When she took her final vows in 1937, she made her final profession -she journaled that she now was finally the spouse of Jesus for all eternity. She found her vocation and she lived this religious life. She went on to serve the community, and she loved it. Â Then something very interesting happened to her. About 10 years later, she was making her annual retreat. Every year she would take a train ride and she would make a retreat. And on this train ride, she received a very special calling from God. She actually heard a voice in her head, and she wrote this in her journal, “Come be My light“.
She said about this call, “It was a vocation to give up even Loreto, where I was very happy, and to go to the streets and to serve. It was on this day in 1946, in that train to Darjeeling, that God gave me the call within the call to satiate the thirst of Jesus by serving Him and the poorest of the poor.”
On that day she was given a call within her call. She actually had to ask the Bishop permission to leave the order that she had been with for 10 years in order to serve the poorest of the poor in the streets of Calcutta. She found this vocation within a vocation. She still was a sister, but she found a special way of living it out. And before she knew it, all these people wanted to help her. And now, years later, we have the Missionaries of Charity. They are in every country of the world, and there are about fifty thousand nuns in the order. We also have Saint Mother Teresa, and it is all because she discovered her call within a call.
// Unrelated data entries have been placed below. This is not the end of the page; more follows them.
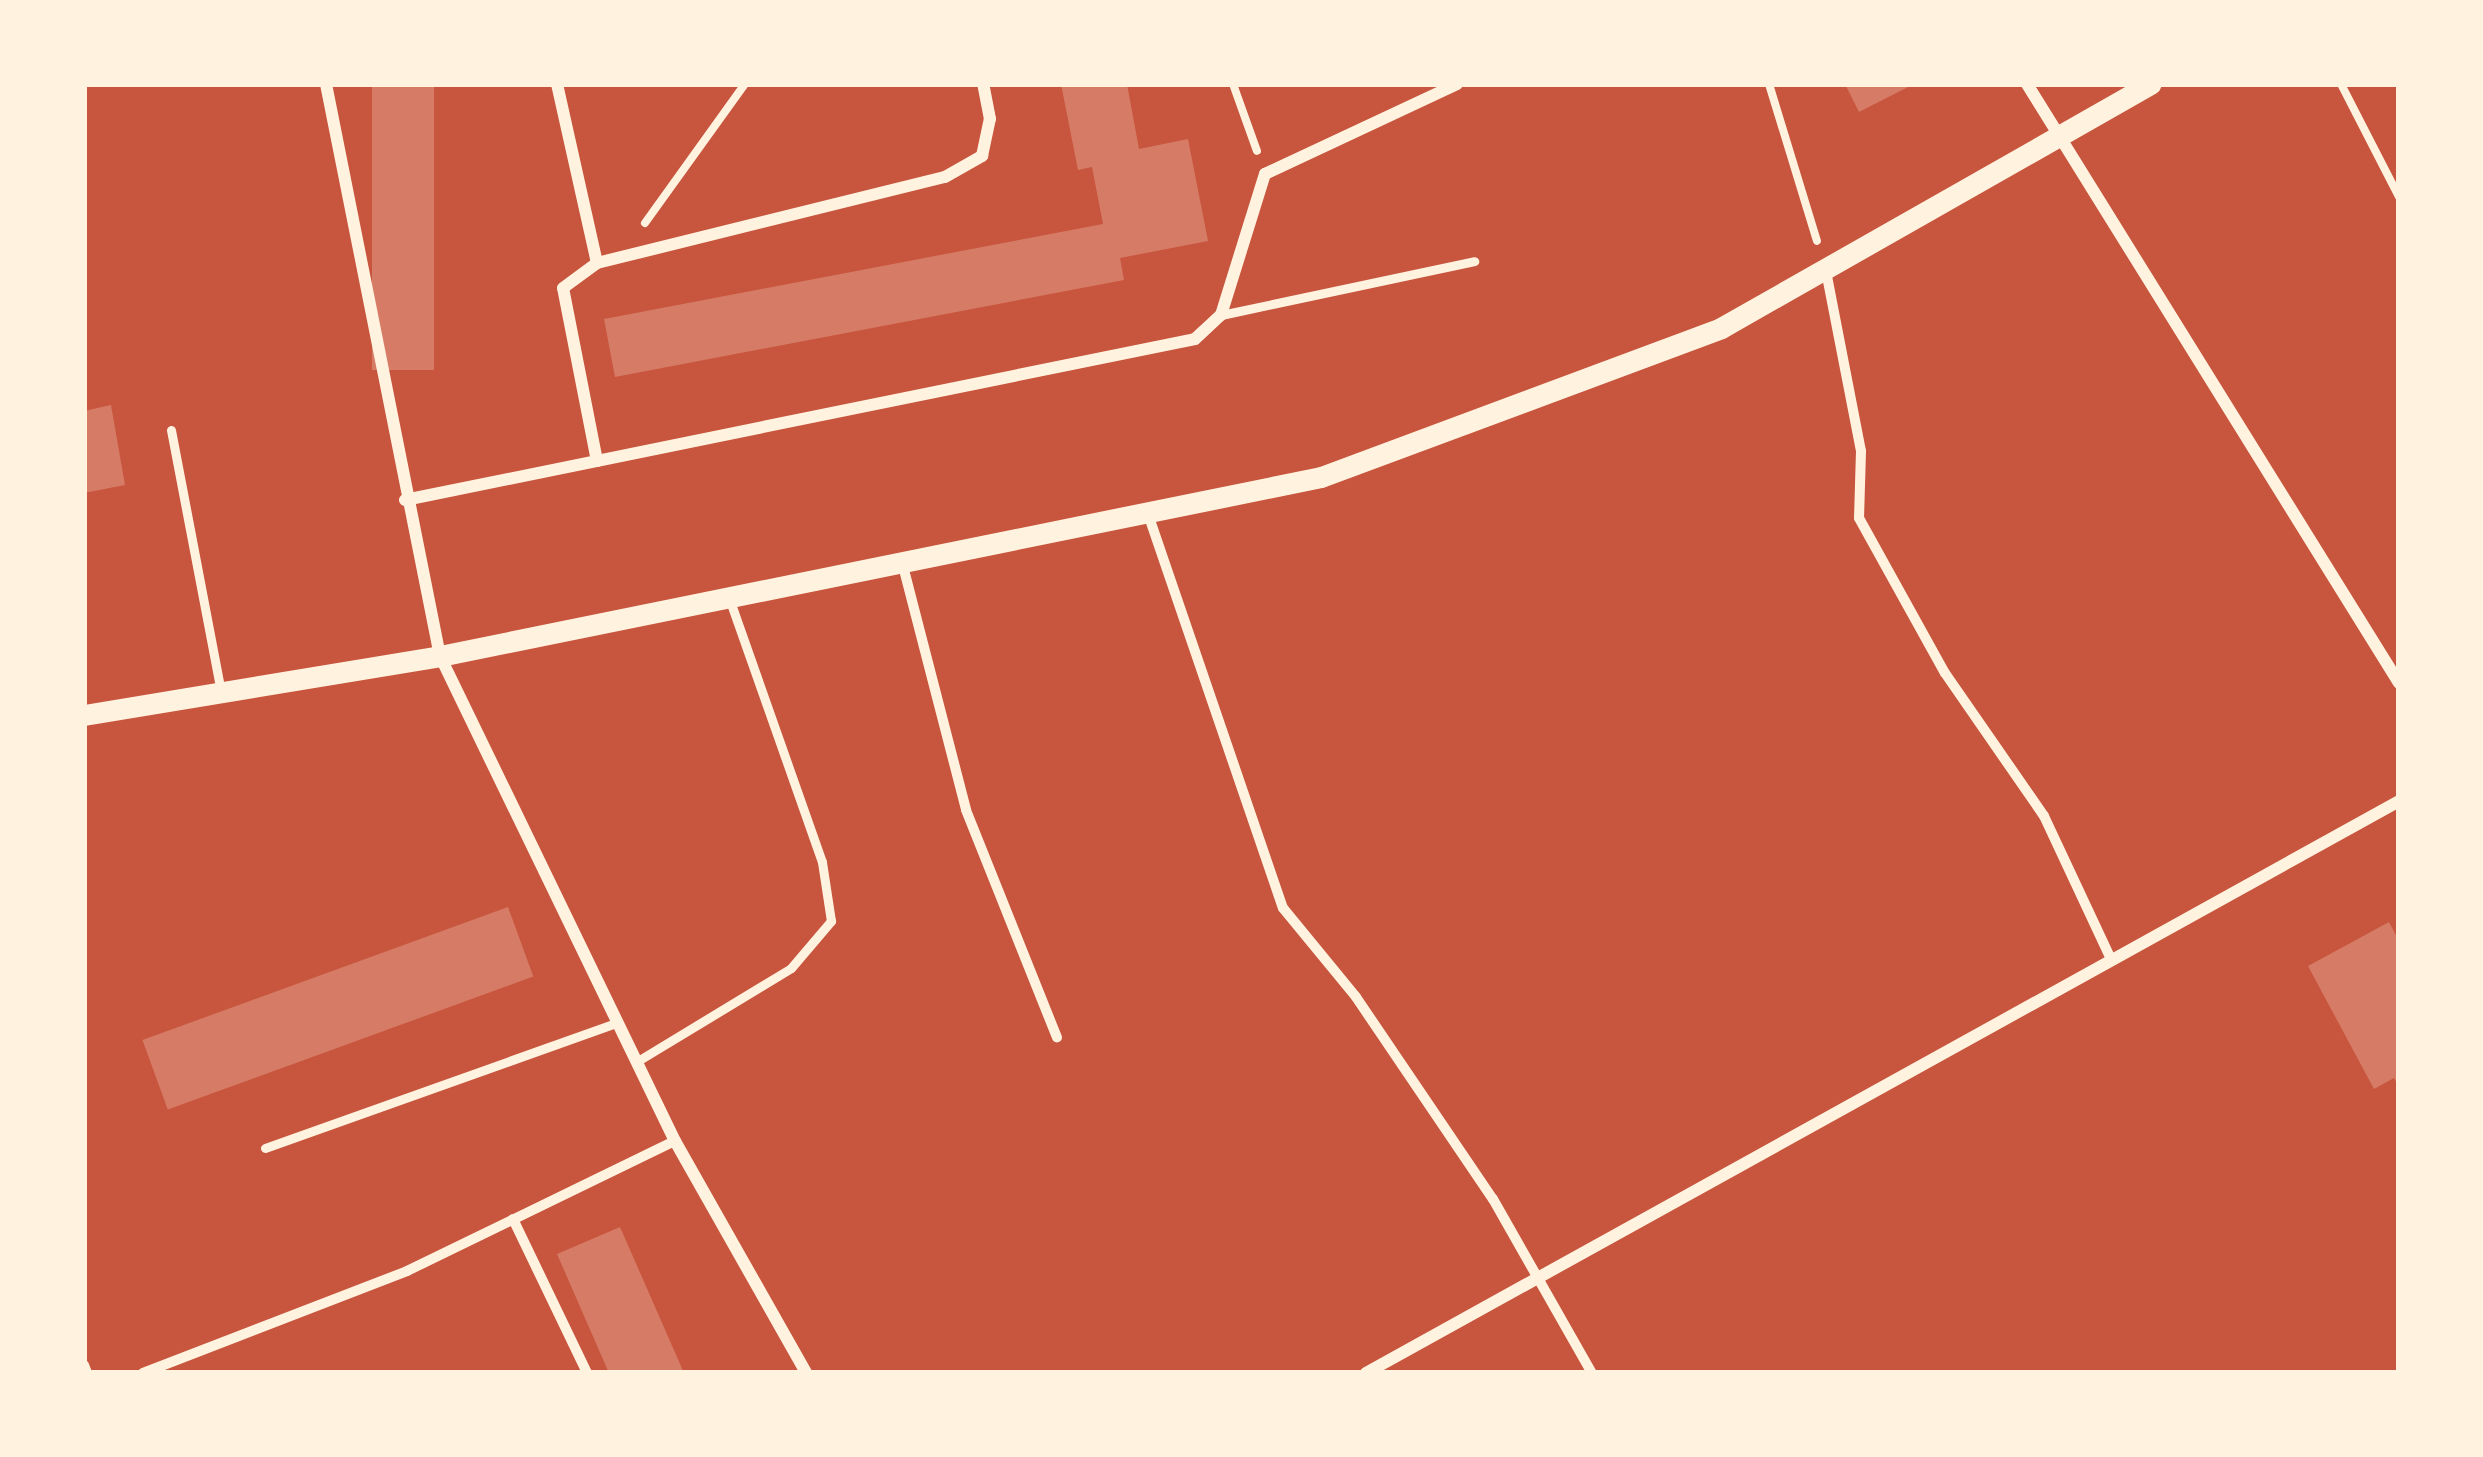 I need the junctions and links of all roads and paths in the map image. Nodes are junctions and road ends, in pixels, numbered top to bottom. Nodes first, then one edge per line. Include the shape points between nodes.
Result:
1 (326, 84) edge
2 (557, 84) edge
3 (745, 84) edge
4 (983, 84) edge
5 (1234, 84) edge
6 (1457, 84) edge
7 (1768, 84) edge
8 (2027, 84) edge
9 (2150, 84) edge
10 (2341, 84) edge
11 (2056, 137) junction
12 (1264, 174) junction
13 (2399, 197) edge
14 (1474, 261) dead end
15 (597, 263) junction
16 (1826, 271) junction
17 (1221, 315) junction
18 (171, 430) dead end
19 (597, 460) junction
20 (405, 500) junction
21 (1148, 514) junction
22 (902, 560) junction
23 (728, 596) junction
24 (440, 656) junction
25 (2399, 682) edge
26 (221, 692) junction
27 (84, 715) edge
28 (2399, 801) edge
29 (2110, 957) junction
30 (617, 1023) junction
31 (1057, 1037) dead end
32 (636, 1062) junction
33 (675, 1141) junction
34 (265, 1148) dead end
35 (513, 1219) junction
36 (1540, 1278) junction
37 (143, 1373) edge
38 (587, 1373) edge
39 (806, 1373) edge
40 (1366, 1373) edge
41 (1592, 1373) edge

1 - 20 street
2 - 15 street
3 - 15 path via 659,211
4 - 15 street via 990,119 982,156 945,177
5 - 12 path
6 - 12 street
7 - 16 path
8 - 11 street
9 - 11 street
10 - 13 path
11 - 16 street
11 - 25 street
12 - 17 street
14 - 17 lane
15 - 19 street via 563,288
16 - 21 street via 1721,328 1321,477
16 - 29 street via 1861,451 1858,518 1945,673 2044,816
17 - 19 street via 1195,339
18 - 26 lane
19 - 20 street
20 - 24 street
21 - 22 street
21 - 36 street via 1283,908 1356,997
22 - 23 street
22 - 31 street via 966,810
23 - 24 street
23 - 32 lane via 822,862 831,920 791,968
24 - 26 street
24 - 30 street
26 - 27 street
28 - 29 street
29 - 36 street
30 - 32 street
30 - 34 lane
32 - 33 street
33 - 35 street
33 - 39 street
35 - 37 street
35 - 38 street
36 - 40 street
36 - 41 street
And the truth is, each and every one of you has a call within a call. Firstly, the call to become Holy and to evangelize the world, which you received at Baptism. Secondly, if you are married, single, religious, or a priest, you received that secondary call. That is a call that you never have to discern again. It is for life. And finally, there is a call within a call. There is a way that you are going to live marriage that no one else will. There is a way that you are going to be a wife or a husband that no one else will. If you are single, there is a way that you are going to live your single life that no one else will. And if you find your call, it is going to change the world.
I want you to think about that for a moment.
What is your call within the call? What is the call that God has given you that no one else in this world could ever possibly fulfill? Because He calls each of us, not only to be Holy into a particular vocation, but He calls us and gives us this call within a call to truly reach out to the rest of the world. And sometimes that may mean doing very different things than we ever thought we would do!
Just as Amos said, “I was no prophet nor do I belong to a company of prophets. I was a shepherd and a dresser of sycamores. The Lord took me from the flock, and said to me, ‘Go, prophesy to my people Israel.'” Ultimately, we all have this call within a call. And when we discover it, our lives will be even more joyful and wonderful than we can ever imagine. Not only will it transform our lives, but when you find your call within a call, it is going to change the entire world!
I invite you to pray about that and to ask Jesus what He is calling you to do within your life, with your vocation, and with your call within the call.